Where a picture appears in the data below, exclude it; restate everything else word for word.
________________________________________
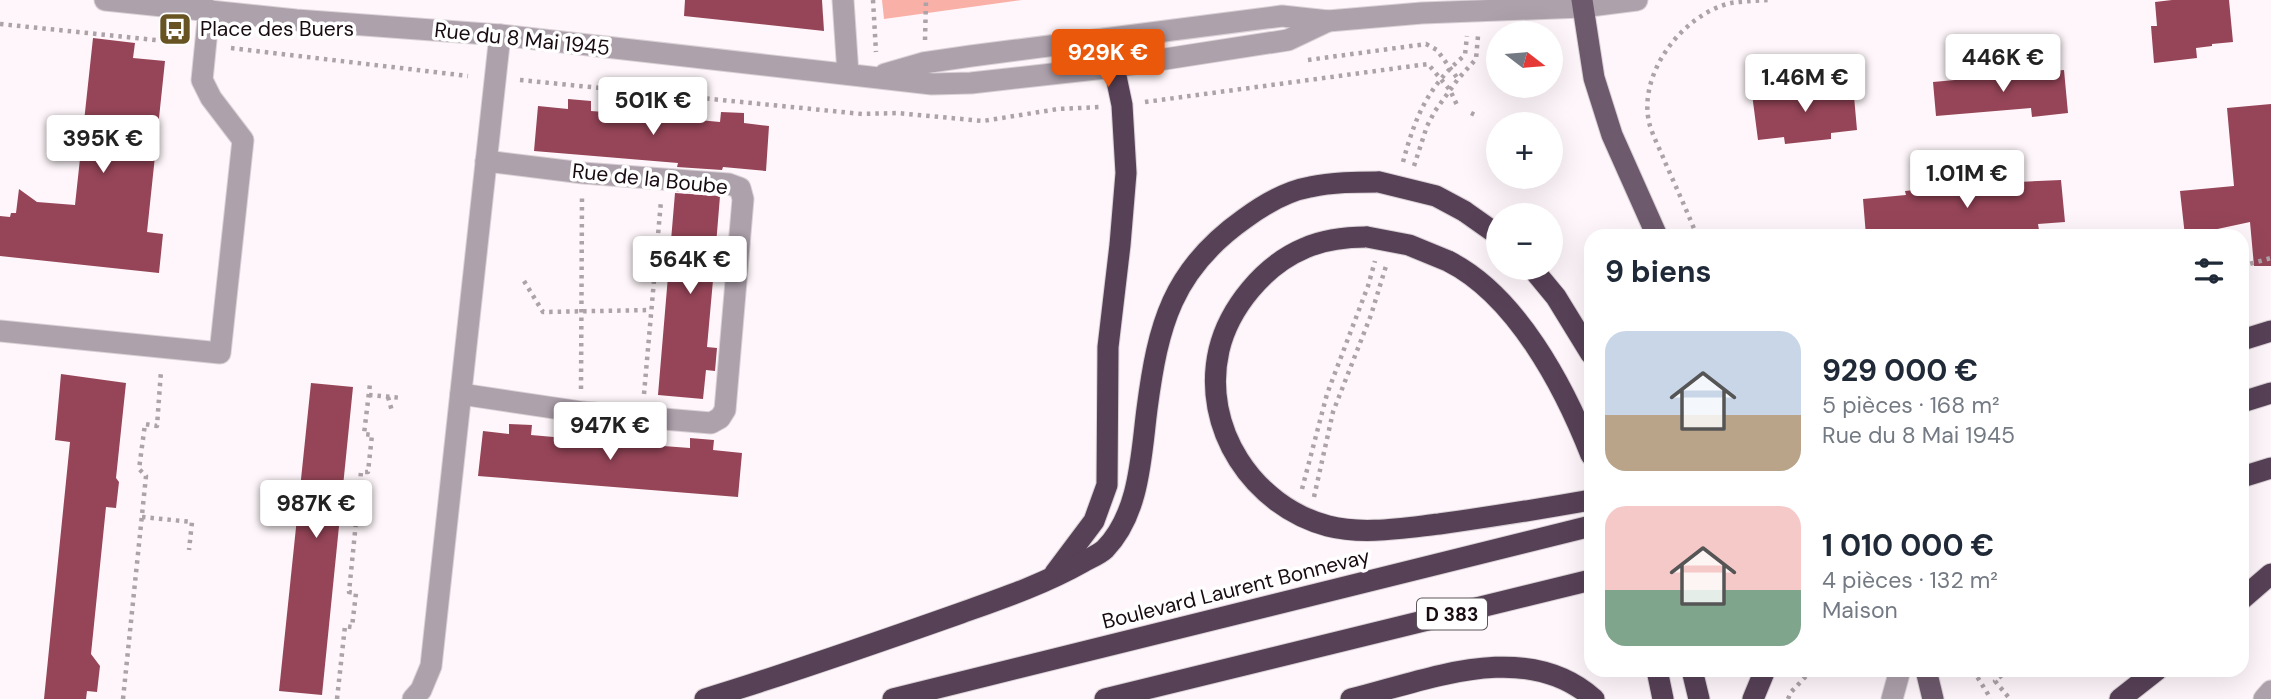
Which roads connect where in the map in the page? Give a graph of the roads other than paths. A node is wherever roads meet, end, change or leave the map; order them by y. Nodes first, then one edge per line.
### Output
1 (105, 0) edge
2 (844, 0) edge
3 (1637, 0) edge
4 (1582, 4) edge
5 (272, 8) edge
6 (209, 10) junction
7 (1328, 21) junction
8 (500, 35) junction
9 (1121, 36) junction
10 (1114, 67) junction
11 (848, 74) junction
12 (877, 77) junction
13 (486, 161) junction
14 (1486, 227) edge
15 (1654, 229) edge
16 (1542, 280) edge
17 (0, 331) edge
18 (2271, 331) edge
19 (2249, 338) edge
20 (1584, 343) edge
21 (2271, 393) edge
22 (461, 394) junction
23 (2249, 400) edge
24 (1584, 439) edge
25 (2271, 468) edge
26 (2249, 475) edge
27 (1584, 501) edge
28 (1584, 528) edge
29 (2271, 574) edge
30 (1050, 581) junction
31 (1584, 582) edge
32 (2249, 593) edge
33 (1658, 677) edge
34 (1694, 677) edge
35 (1762, 677) edge
36 (1898, 677) edge
37 (1928, 677) edge
38 (2148, 677) edge
39 (2271, 691) edge
40 (1362, 696) edge
41 (413, 699) edge
42 (705, 699) edge
43 (893, 699) edge
44 (1105, 699) edge
45 (1594, 699) edge
46 (1663, 699) edge
47 (1699, 699) edge
48 (1752, 699) edge
49 (1892, 699) edge
50 (1933, 699) edge
51 (2120, 699) edge
52 (2264, 699) edge

1 - 6 street, Rue du 8 Mai 1945
2 - 11 street
3 - 4 street
4 - 7 street
4 - 15 main road
5 - 6 street, Rue du 8 Mai 1945
5 - 8 street, Rue du 8 Mai 1945
6 - 17 street
7 - 9 street, Rue du 8 Mai 1945
7 - 10 street, Rue du 8 Mai 1945
8 - 11 street, Rue du 8 Mai 1945
8 - 13 street
9 - 10 street
9 - 12 street, Rue du 8 Mai 1945
10 - 12 street, Rue du 8 Mai 1945
10 - 30 highway
11 - 12 street, Rue du 8 Mai 1945
13 - 22 street
13 - 22 street, Rue de la Boube
14 - 30 highway, bridge
16 - 20 highway
18 - 19 highway
21 - 23 highway
22 - 41 street
24 - 27 highway, bridge
25 - 26 highway
28 - 43 highway, Boulevard Laurent Bonnevay / D 383
29 - 32 highway
30 - 42 highway
31 - 44 highway, D 383
33 - 46 highway
34 - 47 highway
35 - 48 highway
36 - 49 street
37 - 50 main road
38 - 51 highway
39 - 52 street
40 - 45 highway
________________________________________
_Reply_
Which roads connect where in the map in the page? Give a graph of the roads other than paths. A node is wherever roads meet, end, change or leave the map; order them by y. Nodes first, then one edge per line.
### Output
1 (105, 0) edge
2 (844, 0) edge
3 (1637, 0) edge
4 (1582, 4) edge
5 (272, 8) edge
6 (209, 10) junction
7 (1328, 21) junction
8 (500, 35) junction
9 (1121, 36) junction
10 (1114, 67) junction
11 (848, 74) junction
12 (877, 77) junction
13 (486, 161) junction
14 (1486, 227) edge
15 (1654, 229) edge
16 (1542, 280) edge
17 (0, 331) edge
18 (2271, 331) edge
19 (2249, 338) edge
20 (1584, 343) edge
21 (2271, 393) edge
22 (461, 394) junction
23 (2249, 400) edge
24 (1584, 439) edge
25 (2271, 468) edge
26 (2249, 475) edge
27 (1584, 501) edge
28 (1584, 528) edge
29 (2271, 574) edge
30 (1050, 581) junction
31 (1584, 582) edge
32 (2249, 593) edge
33 (1658, 677) edge
34 (1694, 677) edge
35 (1762, 677) edge
36 (1898, 677) edge
37 (1928, 677) edge
38 (2148, 677) edge
39 (2271, 691) edge
40 (1362, 696) edge
41 (413, 699) edge
42 (705, 699) edge
43 (893, 699) edge
44 (1105, 699) edge
45 (1594, 699) edge
46 (1663, 699) edge
47 (1699, 699) edge
48 (1752, 699) edge
49 (1892, 699) edge
50 (1933, 699) edge
51 (2120, 699) edge
52 (2264, 699) edge

1 - 6 street, Rue du 8 Mai 1945
2 - 11 street
3 - 4 street
4 - 7 street
4 - 15 main road
5 - 6 street, Rue du 8 Mai 1945
5 - 8 street, Rue du 8 Mai 1945
6 - 17 street
7 - 9 street, Rue du 8 Mai 1945
7 - 10 street, Rue du 8 Mai 1945
8 - 11 street, Rue du 8 Mai 1945
8 - 13 street
9 - 10 street
9 - 12 street, Rue du 8 Mai 1945
10 - 12 street, Rue du 8 Mai 1945
10 - 30 highway
11 - 12 street, Rue du 8 Mai 1945
13 - 22 street
13 - 22 street, Rue de la Boube
14 - 30 highway, bridge
16 - 20 highway
18 - 19 highway
21 - 23 highway
22 - 41 street
24 - 27 highway, bridge
25 - 26 highway
28 - 43 highway, Boulevard Laurent Bonnevay / D 383
29 - 32 highway
30 - 42 highway
31 - 44 highway, D 383
33 - 46 highway
34 - 47 highway
35 - 48 highway
36 - 49 street
37 - 50 main road
38 - 51 highway
39 - 52 street
40 - 45 highway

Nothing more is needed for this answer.